Par ailleurs, on voudrait nous faire croire que la critique objective d’une religion serait une atteinte directe à ses adeptes avec le terme "islamophobie", alors que c’est justement la possibilité de critique objective que nous confère la liberté de conscience. Si je condamne de couper la main d’un voleur, cela relève-t-il de l’"islamophobie" ? En effet, selon les tenants de ce terme, la critique du verset qui enjoint de couper la main relèverait d’une sorte de racisme envers les musulmans alors que l’immense majorité des musulmans de ce pays serait horrifiée d’avoir à le faire ou d’y assister.

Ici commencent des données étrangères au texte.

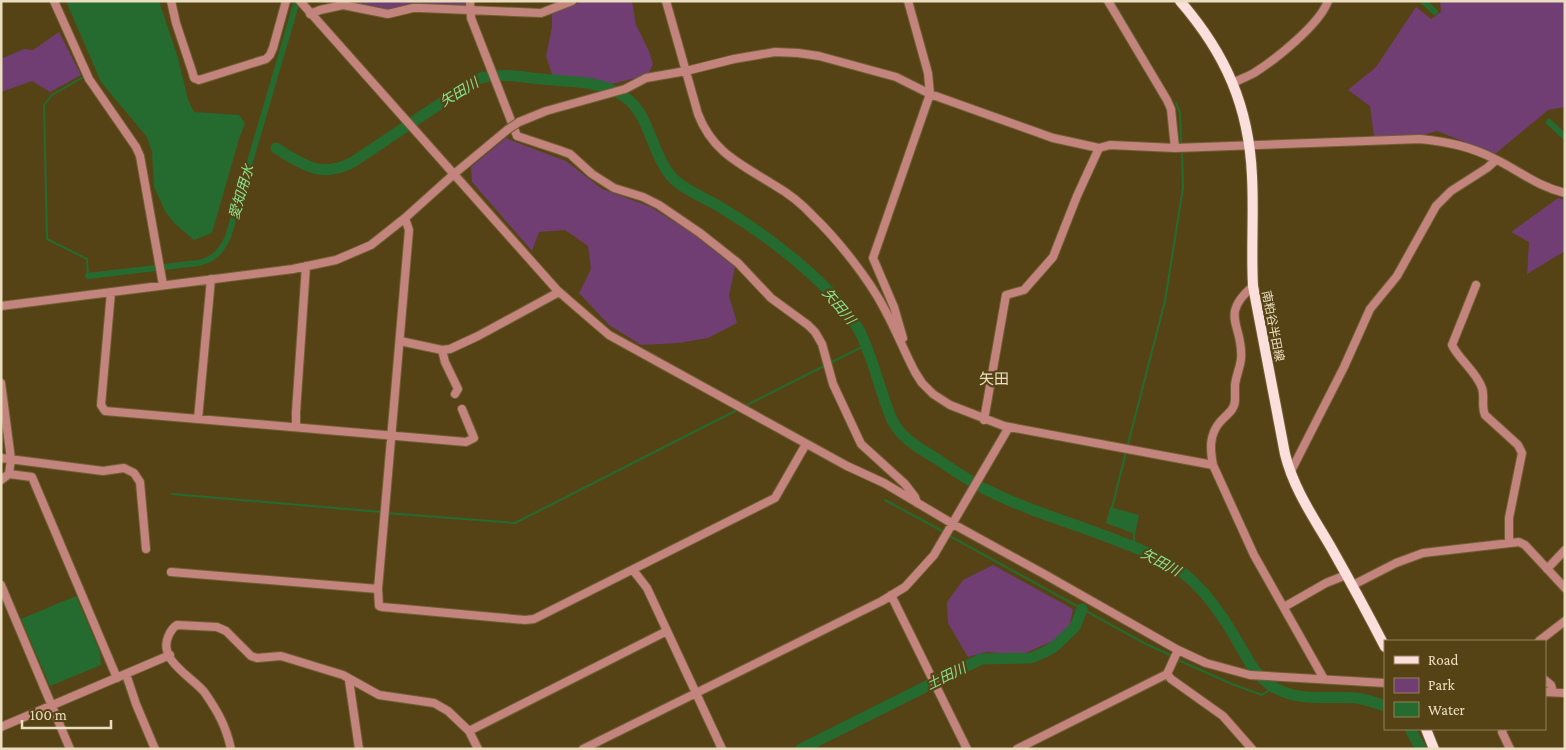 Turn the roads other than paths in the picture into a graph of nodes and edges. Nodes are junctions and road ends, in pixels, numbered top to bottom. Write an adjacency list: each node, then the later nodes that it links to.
1 (54, 1): 25 (street)
2 (171, 1): 3 (street)
3 (286, 1)
4 (572, 1): 11 (street)
5 (666, 1): 13 (street)
6 (908, 1): 15 (street)
7 (1108, 1): 18 (street)
8 (1180, 1): 14 (main road, 南粕谷半田線)
9 (1328, 1): 14 (street)
10 (302, 4): 12 (street)
11 (470, 5): 12 (street); 49 (street)
12 (310, 14): 20 (street)
13 (686, 71): 15 (street); 20 (street, bridge); 32 (street)
14 (1233, 82): 16 (main road, 南粕谷半田線)
15 (930, 94): 17 (street); 32 (street)
16 (1250, 145): 18 (street); 19 (street); 27 (main road, 南粕谷半田線)
17 (1099, 148): 18 (street); 38 (street)
18 (1175, 148)
19 (1496, 160): 21 (street); 46 (street)
20 (454, 174): 22 (street); 29 (street)
21 (1565, 193)
22 (405, 218): 23 (street); 31 (street)
23 (306, 266): 24 (street); 39 (street)
24 (211, 279): 25 (street); 37 (street)
25 (163, 285): 28 (street)
26 (1476, 285): 51 (street)
27 (1253, 286): 45 (street); 46 (main road, 南粕谷半田線)
28 (111, 292): 30 (street); 37 (street)
29 (559, 292): 33 (street); 42 (street)
30 (1, 306)
31 (400, 341): 33 (street); 41 (street)
32 (900, 342): 38 (street)
33 (442, 350): 35 (street)
34 (1, 383): 44 (street)
35 (455, 394)
36 (462, 410): 41 (street)
37 (198, 419): 39 (street)
38 (984, 420): 40 (street)
39 (296, 427): 41 (street)
40 (1009, 427): 45 (street); 50 (street)
41 (392, 436): 61 (street)
42 (806, 444): 49 (street); 55 (street)
43 (1, 458): 44 (street)
44 (11, 459): 47 (street); 52 (street)
45 (1213, 465): 63 (street)
46 (1290, 473): 57 (main road, 南粕谷半田線)
47 (9, 474): 48 (street); 72 (street)
48 (1, 480)
49 (917, 503): 50 (street)
50 (953, 524): 62 (street); 68 (street)
51 (1509, 542): 54 (street); 59 (street)
52 (146, 549)
53 (1565, 550): 54 (street)
54 (1546, 569): 60 (street)
55 (633, 570): 61 (street); 65 (street)
56 (171, 572): 61 (street)
57 (1346, 575): 59 (main road, 南粕谷半田線); 63 (street)
58 (1, 585): 80 (street)
59 (1353, 586): 67 (main road, 南粕谷半田線)
60 (1565, 588)
61 (378, 589)
62 (891, 595): 78 (street); 92 (street)
63 (1284, 607): 73 (street)
64 (1565, 621): 66 (street)
65 (667, 631): 78 (street); 84 (street)
66 (1540, 640)
67 (1384, 645)
68 (1178, 650): 71 (street); 73 (street)
69 (170, 655): 70 (street); 74 (street); 87 (street)
70 (126, 674): 72 (street); 86 (street)
71 (1167, 674): 93 (street); 94 (street)
72 (117, 678): 80 (street)
73 (1324, 679): 76 (street)
74 (349, 680): 84 (street); 88 (street)
75 (1546, 681): 77 (street)
76 (1384, 683)
77 (1549, 692): 79 (street)
78 (695, 693): 90 (street); 91 (street)
79 (1565, 693)
80 (52, 705): 81 (street); 85 (street)
81 (1, 727)
82 (1426, 730): 95 (main road)
83 (1503, 730): 96 (street)
84 (469, 731): 89 (street)
85 (70, 749)
86 (155, 749)
87 (231, 749)
88 (359, 749)
89 (478, 749)
90 (583, 749)
91 (722, 749)
92 (967, 749)
93 (1017, 749)
94 (1252, 749)
95 (1434, 749)
96 (1510, 749)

Le terrain sur lequel nous emmènent les islamistes pour nous censurer et celui de la laïcité car l’Etat n’est pas fondé à se prononcer sur l’orthodoxie d’une pratique religieuse. En revanche, le vrai terrain où nous devons reconquérir notre position vis-à-vis de cette lecture de l’islam (l’islamisme) est celui des libertés et des droits individuels et collectifs fondamentaux. Exemple : on voudrait nous faire croire que cela relève de la culture que de nous faire pratiquer l’excision alors qu’il ne s’agit de rien moins d’autre que l’ablation in vivo des parties génitales d’une femme relevant de l’atteinte à son intégrité physique, voire d’actes de torture ou de barbarie. Je précise pour les confusionnistes que cela n’a rien à voir avec la circoncision qui, elle, peut être prescrite pour des raisons sanitaires. Sans avoir fait d’études de médecine, il ne me semble pas que les parties génitales d’une femme puisse relever d’un traitement médical sanitaire.